Na legenda da postagem, Mendes complementou dizendo que "nossos produtores merecem respeito, pois já cumprem a lei ambiental mais restritiva do mundo e não podem ser prejudicados por empresas com exigências absurdas."
Direitos adquiridos
Frederico Favacho, sócio de agronegócios do escritório Santos Neto Advogados, que atende grandes grupos do setor de óleo vegetal, se atenta à necessidade de se cumprir os direitos adquiridos. Na avaliação de Favacho, as empresas teriam seus benefícios preservados.
"Embora a decisão do ministro Flávio Dino não seja explícita na forma como devem ser preservados os direitos adquiridos, fica claro, pela leitura, pelo contexto inclusive da decisão, que o ministro entende que aquelas empresas que já estão gozando de um benefício fiscal, que já tenham feito investimentos com base nesses benefícios nos acordos celebrados com o estado de Mato Grosso antes, que elas não podem ser pegas de surpresa", disse Favacho ao AgFeed.
Nessa situação, prossegue o advogado, os direitos devem ser mantidos. "Para que o Estado retire esses benefícios fiscais ou retome, por exemplo, um terreno que foi cedido para a construção de uma fábrica, por exemplo, de uma esmagadora, isso terá que ser objeto de um processo administrativo e, nesse processo administrativo, tem que ser dada a chance da ampla defesa, do contraditório", afirma.
Dessa forma, ainda na avaliação de Favacho, a empresa poderá demonstrar que, a partir dos benefícios fiscais ou em contrapartida, fez investimentos que trouxeram vantagem para o estado.
"Seja na forma de empregos, na forma de ICMS, na forma de ISS, enfim, do que seja", resume o advogado.
"Se a alegação é que a moratória da soja traz algum tipo de prejuízo, a empresa poderá demonstrar que o que ela trouxe de benefícios para o Estado, como eu já disse, na forma de empregos, na forma de impostos que ela paga, diretos e indiretos, é muito maior, por exemplo", acrescenta.
A Aprosoja-MT, em nota divulgada à imprensa antes da ação civil se tornar conhecida do público, disse que a decisão de Dino representa uma "importante vitória" ao reconhecer a decisão do governo local "de coibir conluios privados como a Moratória da Soja, que impõem barreiras injustas e discriminatórias a quem cumpre rigorosamente a lei."
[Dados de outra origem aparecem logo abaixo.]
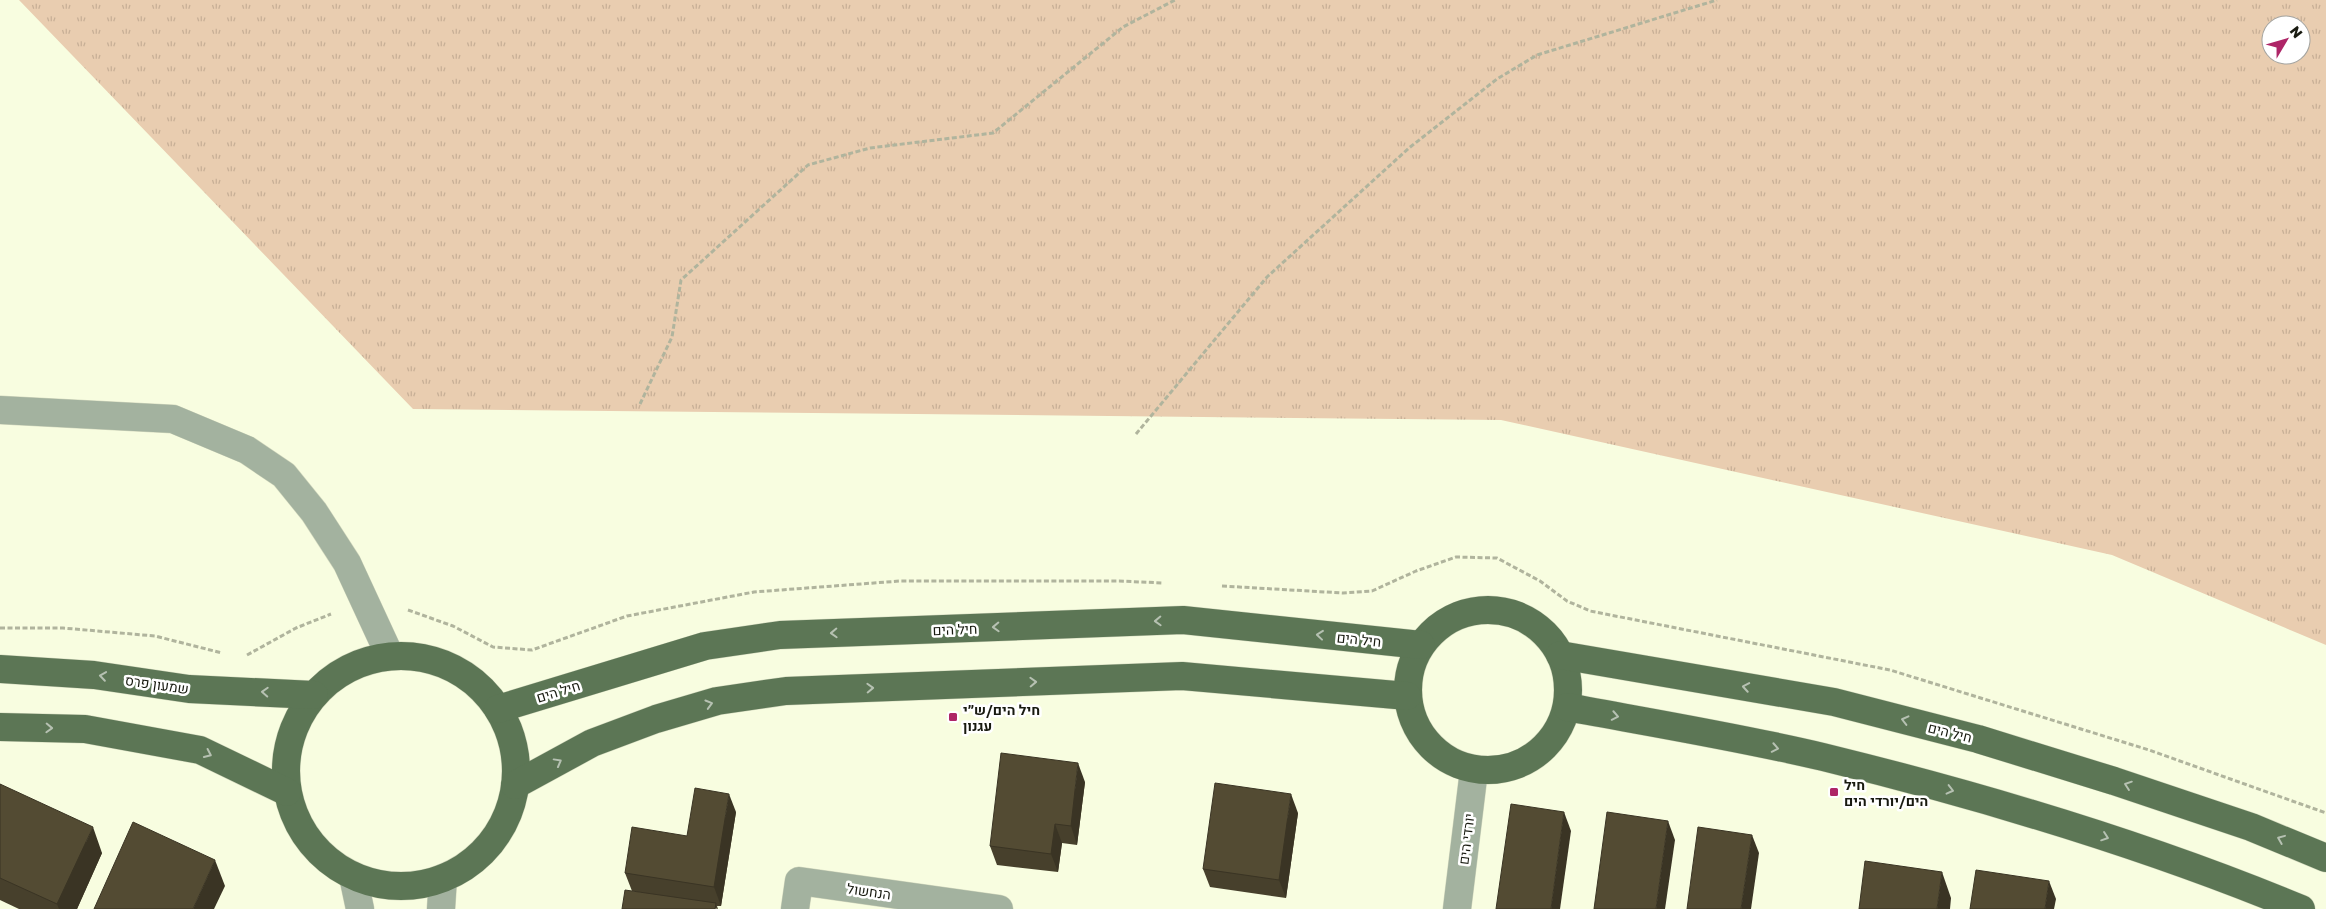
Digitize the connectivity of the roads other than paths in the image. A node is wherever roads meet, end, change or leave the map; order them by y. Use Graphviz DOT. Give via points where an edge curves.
graph roads {
  1 [pos="0,410"];
  2 [pos="1421,645"];
  3 [pos="1560,654"];
  4 [pos="390,656"];
  5 [pos="0,669"];
  6 [pos="314,695"];
  7 [pos="1408,696"];
  8 [pos="1567,707"];
  9 [pos="498,709"];
  10 [pos="0,727"];
  11 [pos="1474,770"];
  12 [pos="515,785"];
  13 [pos="288,792"];
  14 [pos="2326,858"];
  15 [pos="353,876"];
  16 [pos="443,878"];
  17 [pos="360,909"];
  18 [pos="441,909"];
  19 [pos="795,909"];
  20 [pos="999,909"];
  21 [pos="1457,909"];
  22 [pos="2301,909"];
  1 -- 4 [label="street" via="173,419 247,450 284,475 314,512 346,563"];
  2 -- 3 [label="main road" via="1440,625 1465,613 1493,610 1520,616 1544,632"];
  2 -- 7 [label="main road" via="1411,670"];
  2 -- 9 [label="main road, חיל הים, one-way" via="1183,620 780,635 705,646"];
  3 -- 8 [label="main road" via="1567,671"];
  14 -- 3 [label="main road, חיל הים, one-way" via="2242,824 1978,739 1834,702"];
  4 -- 6 [label="main road" via="348,668"];
  4 -- 9 [label="main road" via="432,660 452,668 469,678"];
  6 -- 5 [label="main road, שמעון פרס, one-way" via="189,689 94,675"];
  6 -- 13 [label="main road" via="293,730 287,750"];
  7 -- 11 [label="main road" via="1414,722 1428,744 1449,761"];
  12 -- 7 [label="main road, one-way" via="592,743 656,719 717,701 786,692 1182,676"];
  8 -- 11 [label="main road" via="1559,730 1544,750 1523,764 1499,771"];
  8 -- 22 [label="main road, one-way" via="1821,757 1963,793 2214,874"];
  9 -- 12 [label="main road" via="513,746"];
  10 -- 13 [label="main road, one-way" via="85,729 200,750"];
  11 -- 21 [label="street, יורדי הים"];
  12 -- 16 [label="main road" via="511,805 492,842 462,869"];
  13 -- 15 [label="main road" via="292,810 310,841 337,867"];
  15 -- 16 [label="main road" via="389,886 426,884"];
  15 -- 17 [label="street"];
  16 -- 18 [label="street"];
  19 -- 20 [label="street, הנחשול" via="799,881"];
}
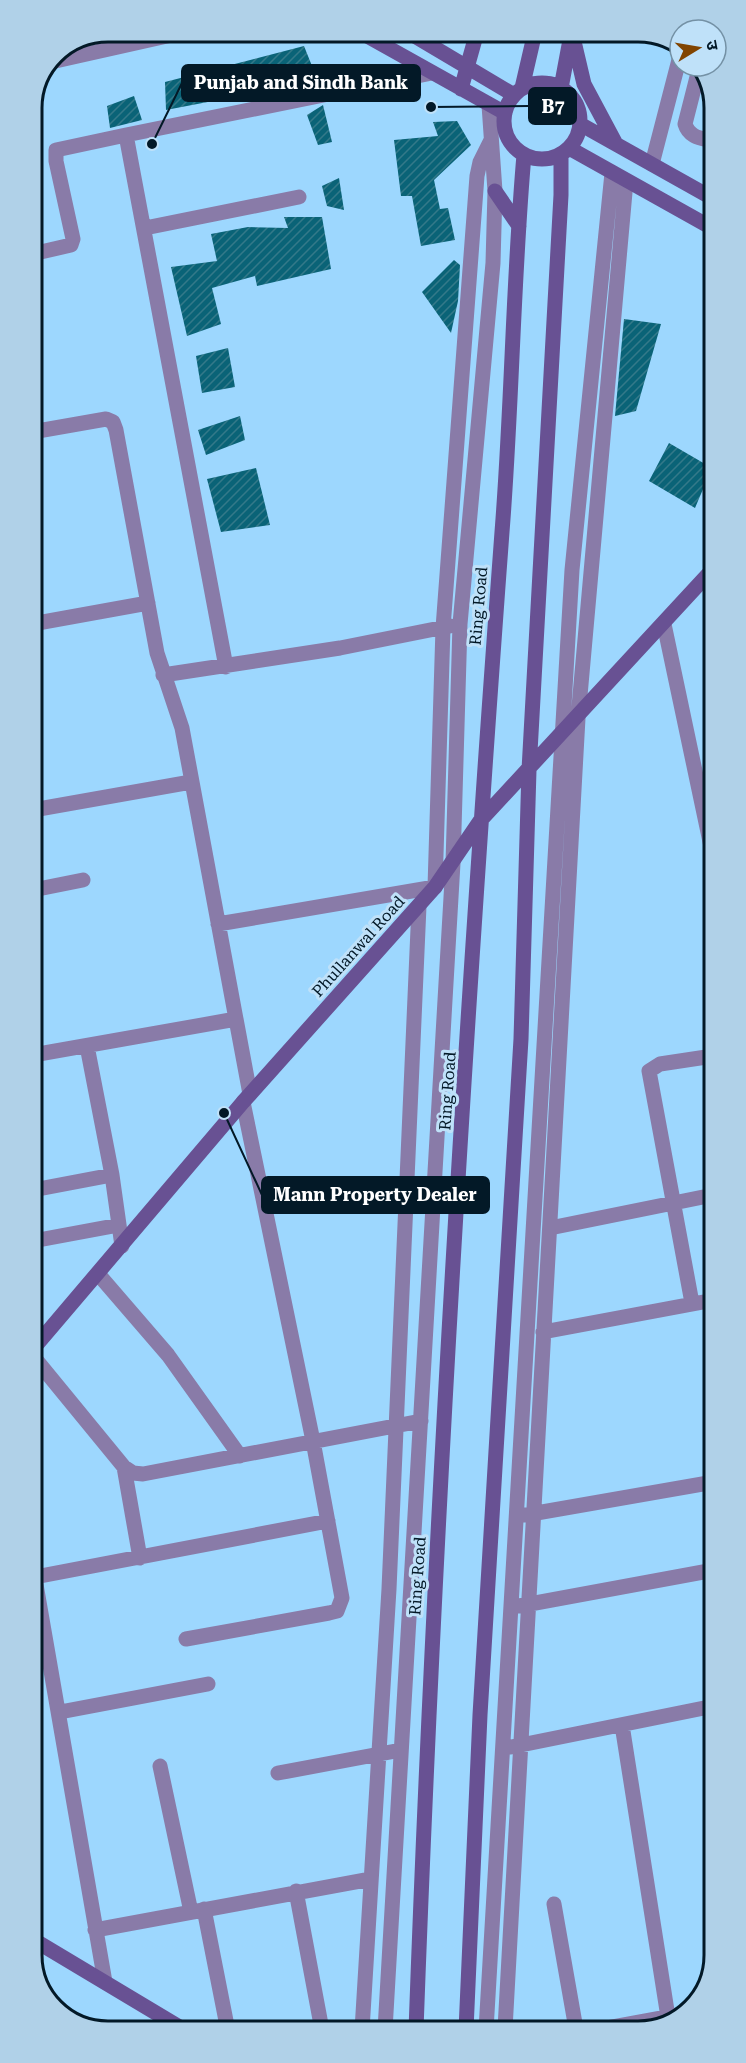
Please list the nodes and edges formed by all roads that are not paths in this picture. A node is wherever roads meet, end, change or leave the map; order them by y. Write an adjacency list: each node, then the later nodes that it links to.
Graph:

"Vamos continuar trabalhando para garantir que a Constituição Federal e o Código Florestal sejam respeitados. A produção rural legal e sustentável precisa de segurança jurídica para se desenvolver. Não aceitaremos que produtores sejam subjugados por acordos que tentam transformar conluios privados em normas públicas," afirmou o presidente da Aprosoja MT, em nota.
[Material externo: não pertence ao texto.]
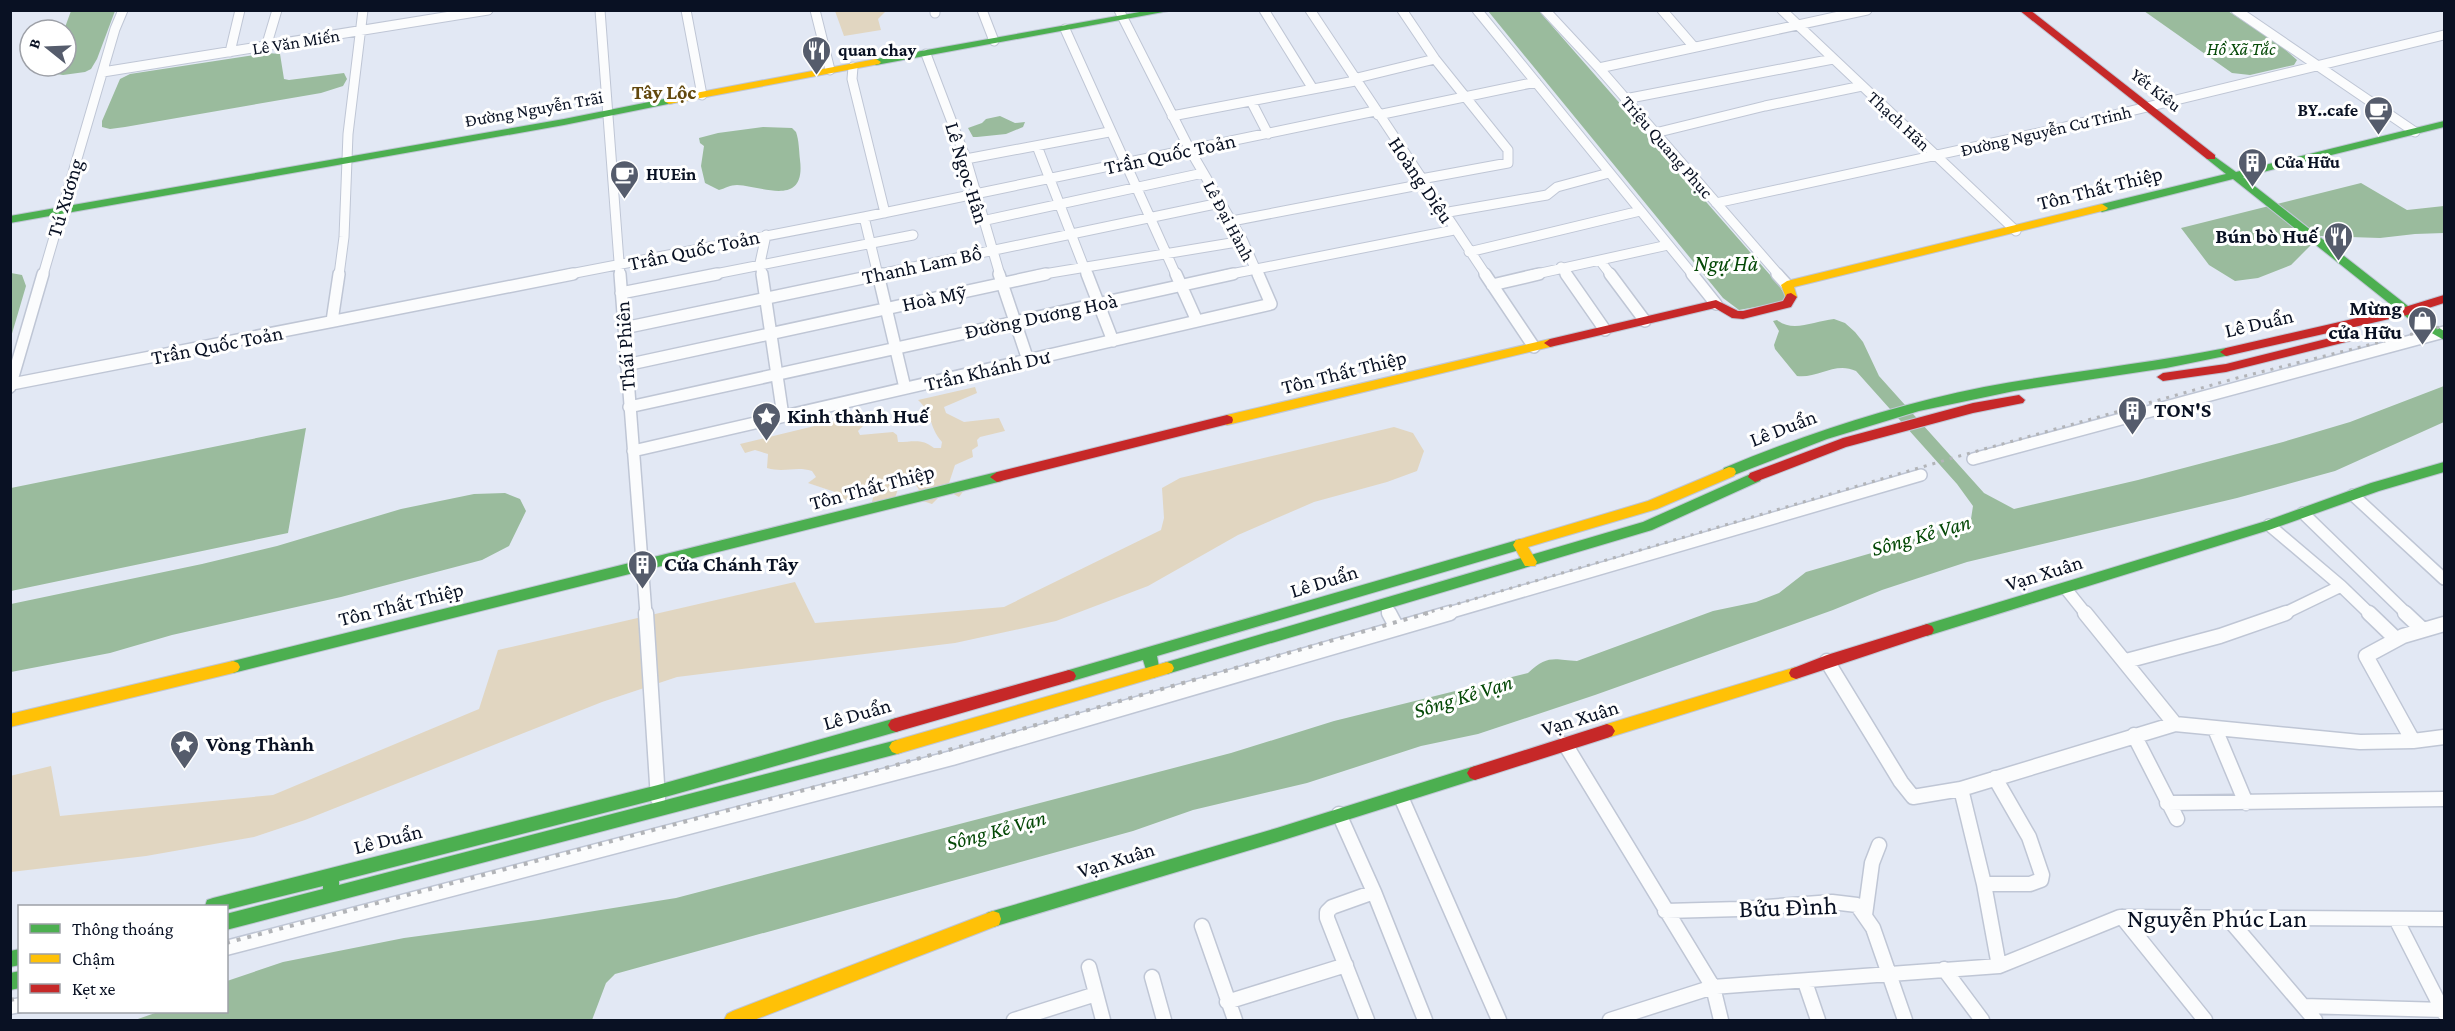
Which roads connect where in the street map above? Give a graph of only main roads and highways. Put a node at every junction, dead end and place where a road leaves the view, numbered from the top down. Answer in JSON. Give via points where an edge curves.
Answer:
{"nodes":[{"id":1,"x":1170,"y":10,"type":"edge"},
{"id":2,"x":2023,"y":10,"type":"edge"},
{"id":3,"x":1122,"y":15,"type":"edge"},
{"id":4,"x":2445,"y":124,"type":"edge"},
{"id":5,"x":2236,"y":176,"type":"junction"},
{"id":6,"x":10,"y":220,"type":"edge"},
{"id":7,"x":2445,"y":299,"type":"edge"},
{"id":8,"x":2407,"y":311,"type":"junction"},
{"id":9,"x":2445,"y":314,"type":"edge"},
{"id":10,"x":2418,"y":320,"type":"junction"},
{"id":11,"x":2443,"y":333,"type":"edge"},
{"id":12,"x":2191,"y":360,"type":"junction"},
{"id":13,"x":2202,"y":372,"type":"junction"},
{"id":14,"x":2445,"y":467,"type":"edge"},
{"id":15,"x":1520,"y":545,"type":"junction"},
{"id":16,"x":1530,"y":562,"type":"junction"},
{"id":17,"x":1149,"y":653,"type":"junction"},
{"id":18,"x":1153,"y":672,"type":"junction"},
{"id":19,"x":10,"y":721,"type":"edge"},
{"id":20,"x":331,"y":876,"type":"junction"},
{"id":21,"x":331,"y":894,"type":"junction"},
{"id":22,"x":217,"y":905,"type":"edge"},
{"id":23,"x":228,"y":921,"type":"edge"},
{"id":24,"x":732,"y":1020,"type":"edge"}],
"edges":[{"from":1,"to":3,"type":"main road","name":"Đường Nguyễn Trãi"},
{"from":2,"to":5,"type":"main road","name":"Yết Kiêu"},
{"from":3,"to":6,"type":"main road","name":"Đường Nguyễn Trãi","via":[[608,114]]},
{"from":4,"to":5,"type":"main road","name":"Tôn Thất Thiệp"},
{"from":5,"to":8,"type":"main road","name":"Yết Kiêu"},
{"from":5,"to":19,"type":"main road","name":"Tôn Thất Thiệp","via":[[1787,285],[1792,299],[1787,304],[1743,315],[1716,304],[1605,330]]},
{"from":7,"to":8,"type":"main road","name":"Lê Duẩn"},
{"from":8,"to":10,"type":"main road"},
{"from":8,"to":12,"type":"main road","name":"Lê Duẩn"},
{"from":9,"to":10,"type":"main road","name":"Lê Duẩn"},
{"from":10,"to":11,"type":"main road"},
{"from":10,"to":13,"type":"main road","name":"Lê Duẩn"},
{"from":12,"to":13,"type":"main road"},
{"from":12,"to":15,"type":"main road","name":"Lê Duẩn","via":[[1984,392],[1871,419],[1789,446],[1652,505]]},
{"from":13,"to":16,"type":"main road","name":"Lê Duẩn","via":[[1973,408],[1843,444],[1752,478],[1647,526]]},
{"from":14,"to":24,"type":"main road","name":"Vạn Xuân","via":[[1827,661],[1773,682],[987,921]]},
{"from":15,"to":16,"type":"main road"},
{"from":15,"to":17,"type":"main road","name":"Lê Duẩn"},
{"from":16,"to":18,"type":"main road","name":"Lê Duẩn"},
{"from":17,"to":18,"type":"main road"},
{"from":17,"to":20,"type":"main road","name":"Lê Duẩn","via":[[658,792]]},
{"from":18,"to":21,"type":"main road","name":"Lê Duẩn","via":[[660,812]]},
{"from":20,"to":21,"type":"main road"},
{"from":20,"to":22,"type":"main road","name":"Lê Duẩn"},
{"from":21,"to":23,"type":"main road","name":"Lê Duẩn"}]}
A associação dos produtores finalizou dizendo que permanece "irredutível" ao lado dos produtores e que "reforça seu compromisso com a defesa da produção agrícola responsável, da soberania nacional e do desenvolvimento sustentável dos municípios de Mato Grosso."
Já a Abiove disse que não iria comentar a ação da Aprosoja-MT, mas emitiu uma nota sobre a decisão de Flávio Dino.
A associação das indústrias de óleo disse "vai buscar interlocuções com o Governo de Mato Grosso para a regulamentação da Lei, uma vez que o próprio ministro afirmou que disponibilizou tempo para os agentes privados e públicos dialogarem” e mencionou a possibilidade de preservação do direito adquirido citada por Favacho.
A entidade destacou ainda que Dino reconheceu a "legalidade" da moratória da soja, "reafirmando sua conformidade com os princípios constitucionais".
"A Abiove reforça que seguirá acompanhando atentamente os desdobramentos do processo e continuará cumprindo rigorosamente todas as decisões judiciais, mantendo seu compromisso com a sustentabilidade, o desenvolvimento socioeconômico responsável e o fortalecimento da imagem positiva da produção agrícola brasileira", concluiu a associação.
A Anec foi procurada pela reportagem, mas disse que não iria se posicionar sobre o assunto.